I've sold off approximately 2/3's of my AGNC and all of my CYS mreit holdings - because of macro concerns. That said - we're getting close to BOOK here so if there is NO SPO coming we're getting close to another buying opportunity. Future net interest rate spread earnings on the EXISTING portfolio will likely be somewhat diminished going forward, but even if earnings drop to $1/qtr that still close to a 15% return @$27/share - when 10 and 30 yr treasuries now yield 1.7% and 2.8%, respectively.
Well its almost by definition that MBS's that have increased in value over cost will have a higher coupon than those presently available. The only other way is to have less refinance&default than what was expected when the MBS was originally bought.
The second situation is less likely on average due to increasing refinance rates.
The first is very likely in the present and forecast interest rate environment.
Therefore, when you sell an MBS with a higher coupon rate than the replacement MBS your spread is decreased. Conversely you can sell it and leave your book reduced, ie reducing leverage. This will have an even greater effect on income.

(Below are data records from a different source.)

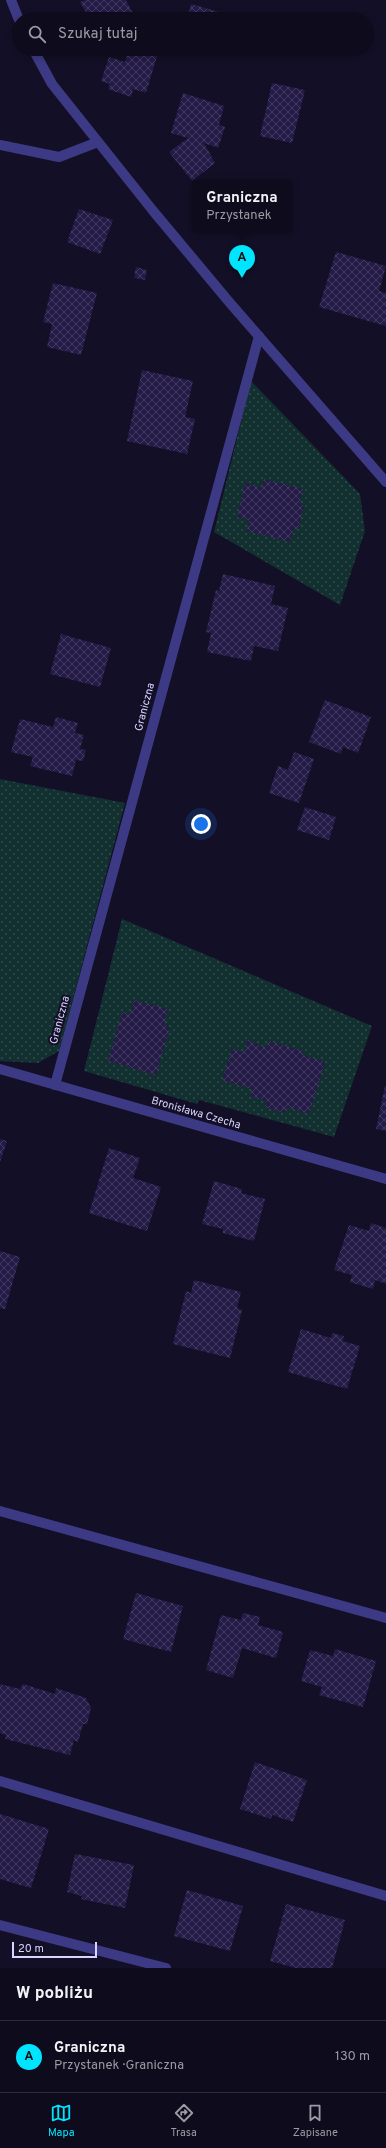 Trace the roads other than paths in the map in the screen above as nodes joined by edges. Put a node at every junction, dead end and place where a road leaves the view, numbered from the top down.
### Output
1 (11, 0) edge
2 (16, 12) edge
3 (37, 56) edge
4 (98, 142) junction
5 (0, 145) edge
6 (259, 336) junction
7 (386, 482) edge
8 (0, 1069) edge
9 (55, 1085) junction
10 (386, 1179) edge
11 (0, 1511) edge
12 (386, 1618) edge
13 (0, 1781) edge
14 (386, 1896) edge
15 (0, 1925) edge
16 (166, 1968) edge

1 - 2 street
3 - 4 street
4 - 5 street
4 - 6 street
6 - 7 street
6 - 9 street, Graniczna
8 - 9 street, Bronisława Czecha
9 - 10 street, Bronisława Czecha
11 - 12 street
13 - 14 street
15 - 16 street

The only other way is to change the average duration, substituting one part of the curve for another such as the Fed plans. Selling short duration MBS to substitute for 30's for example. Perhaps in the current environment they could get away with this, but as you know, if short term rates increase you are in a real fix.
As you say, we don't know so will see next 10k or perhaps in an upcoming financial presentation. Meanwhile we have only our gut to go on.

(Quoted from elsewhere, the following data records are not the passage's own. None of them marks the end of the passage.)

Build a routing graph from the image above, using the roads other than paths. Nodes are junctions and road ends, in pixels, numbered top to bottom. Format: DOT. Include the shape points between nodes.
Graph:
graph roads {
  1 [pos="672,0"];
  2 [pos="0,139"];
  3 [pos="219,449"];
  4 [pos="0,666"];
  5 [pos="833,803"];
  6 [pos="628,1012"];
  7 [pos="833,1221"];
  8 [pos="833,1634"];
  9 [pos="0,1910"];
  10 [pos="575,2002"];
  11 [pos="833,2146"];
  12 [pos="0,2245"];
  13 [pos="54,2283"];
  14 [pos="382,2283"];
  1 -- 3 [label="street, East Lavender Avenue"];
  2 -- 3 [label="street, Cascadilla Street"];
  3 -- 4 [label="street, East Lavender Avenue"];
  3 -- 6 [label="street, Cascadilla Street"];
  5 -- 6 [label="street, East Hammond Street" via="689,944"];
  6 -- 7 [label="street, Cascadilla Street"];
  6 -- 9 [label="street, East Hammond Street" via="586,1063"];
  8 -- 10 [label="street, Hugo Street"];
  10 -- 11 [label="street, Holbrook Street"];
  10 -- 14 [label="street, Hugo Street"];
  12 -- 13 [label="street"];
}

Its wrong to say that the Fed is pipelining this into the sector. They are attempting to orchestrate lower longer term rates while anchoring short very low. What the sector does to manage that is not the Feds concern. The street does believe that AGNC can navigate better than average.
"Am I wrong in thinking that selling premium MBS as you suggest to book capital gains as you suggest would in fact reduce spread to increase short term returns. Interesting play on mortgaging future returns, no?. Even if they sell MBS and don't reinvest, leverage reduces and so does spread income even to a larger degree."

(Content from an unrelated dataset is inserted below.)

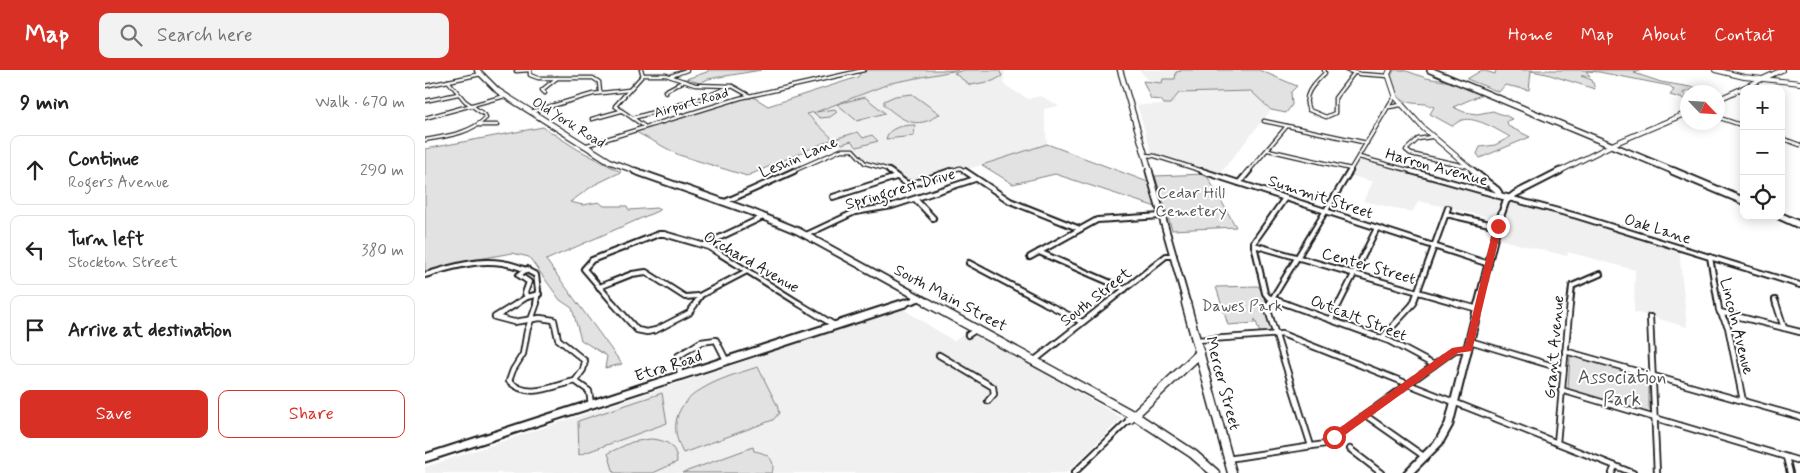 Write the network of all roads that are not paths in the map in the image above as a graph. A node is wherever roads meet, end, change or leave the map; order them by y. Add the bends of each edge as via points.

I would think that depends what MBS you sell and what its interest bearing rate is in relation to the rest of the portfolio. The lower the rates on the bonds you sell, the higher the spread should rise on the rest. But the main concern would be the gains that are able to be realised on the existing MBS in relation to maintaining BV and dividend production. It's fine to maintain dividends with cash proceeds if you've been able to make several quarters worth of net gains over the original principle.
I cannot answer that one because I don't have access to their book. Like I said, it might sound crazy, but I think this is what the fed is trying to pipeline to this sector.
Sorry all, I posted and ran, can't stand to watch my net worth tumble by the minute.
Doc, I totally agree, better to have the SPO done for the reasons given PLUS the accompanying prospectus and 10k will provide much needed updates on key metrics. I too hope for Taymere that the $26.72 was a solid floor, but I just don't know right now what supports it. Need to see more, that's why I am so "Censored"at the Credit Suisse "analysis".
Eagle, I am not suggesting that they would necessarily sacrifice book to make the SPO, just saying that BVPS has been affected by several cross currents and in fact they may have room to give some back so as to meet a prime objective of increasing management fees.
Am I wrong in thinking that selling premium MBS as you suggest to book capital gains as you suggest would in fact reduce spread to increase short term returns. Interesting play on mortgaging future returns, no?. Even if they sell MBS and don't reinvest, leverage reduces and so does spread income even to a larger degree.
Anyway, there may be an SPO announced as I post this, so we will see.